To help develop leaders within the LEYE organization, Samson said the company developed a leadership workshop over the past three years to give promising operators and corporate employees additional leadership tools.

“It’s really important for them to develop the team behind them,” he said. “It’s essential not only to our success but to their success as leaders. We say, ‘You are not ready to step and advance your career until you’ve got the person behind you ready to step into your place.’”

McEnery said the Orland Park, Ill.-based Cooper’s Hawk, which is looking at creating an airport version of the full-service concept, considers it important for employees to develop their successors before moving into a new position in the growing company. 

“At Cooper’s Hawk, that’s the whole game,” said McEnery, who started washing dishes in a restaurant at age 12.

This past year, Cooper’s Hawk created an employee program called “Driving Development,” McEnery explained, that includes a scorecard to track the development of others as well as the opportunity to earn a car. 
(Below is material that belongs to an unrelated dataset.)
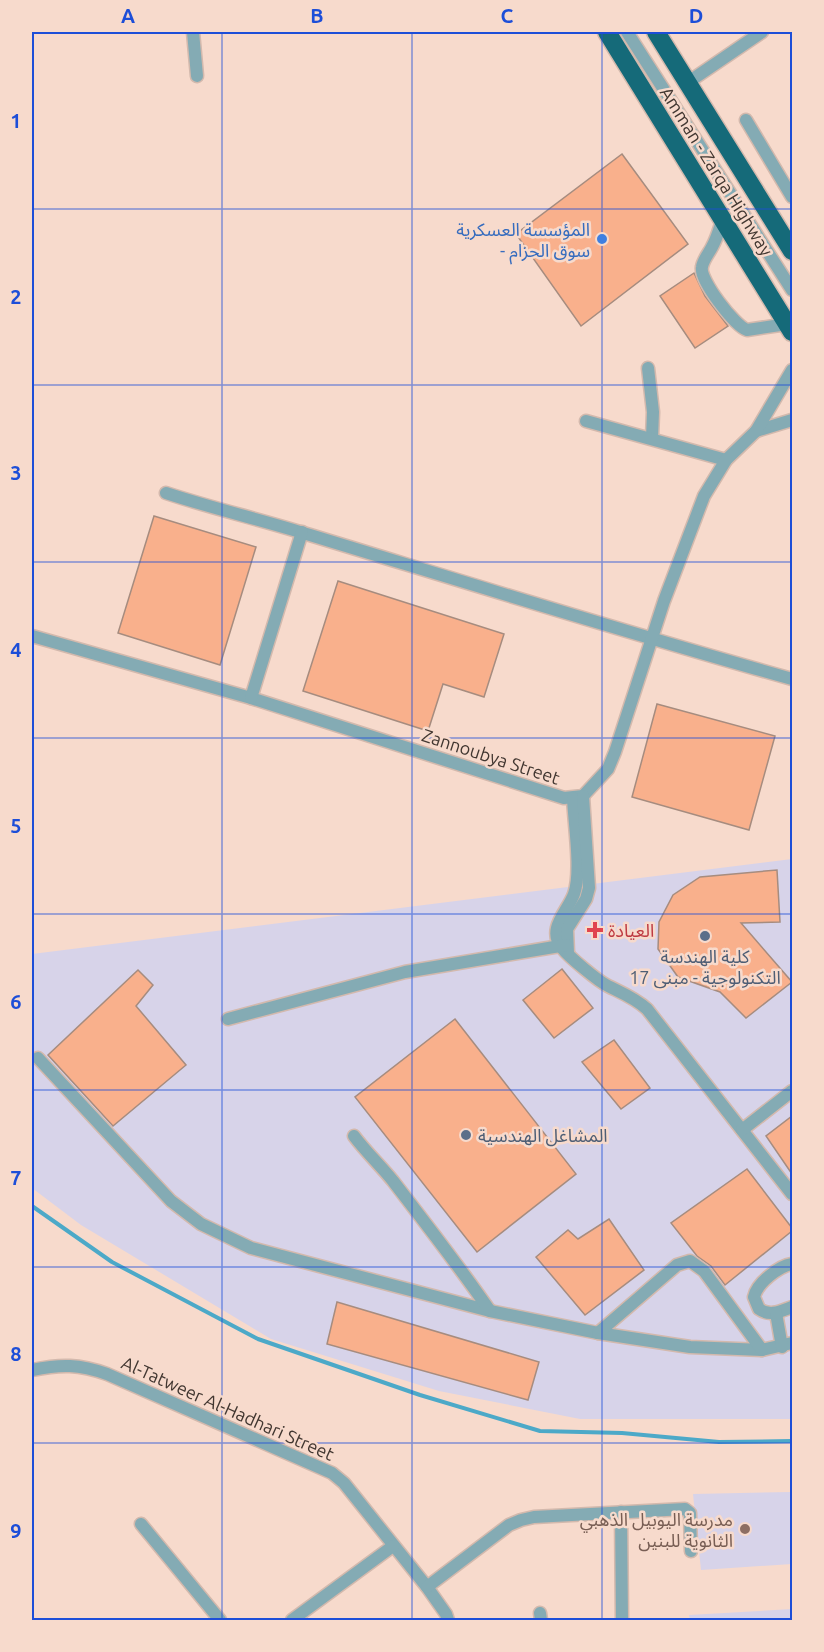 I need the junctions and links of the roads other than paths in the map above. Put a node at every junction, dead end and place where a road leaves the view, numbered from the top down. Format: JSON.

Workers get points for developing others and points for those who move into other positions and locations. The BMW car prizes go not only to general managers but also executive kitchen managers.

So far, Cooper’s Hawk has awarded cars to 20 people in nine states because they have helped develop the next wave of leaders, McEnery said. 

The CRTRA, established in 1976, has more than 100 company members that represent more that 150 restaurant brands. Its members look at such topics as employee compensation, benefits, paid time off and work/life balance.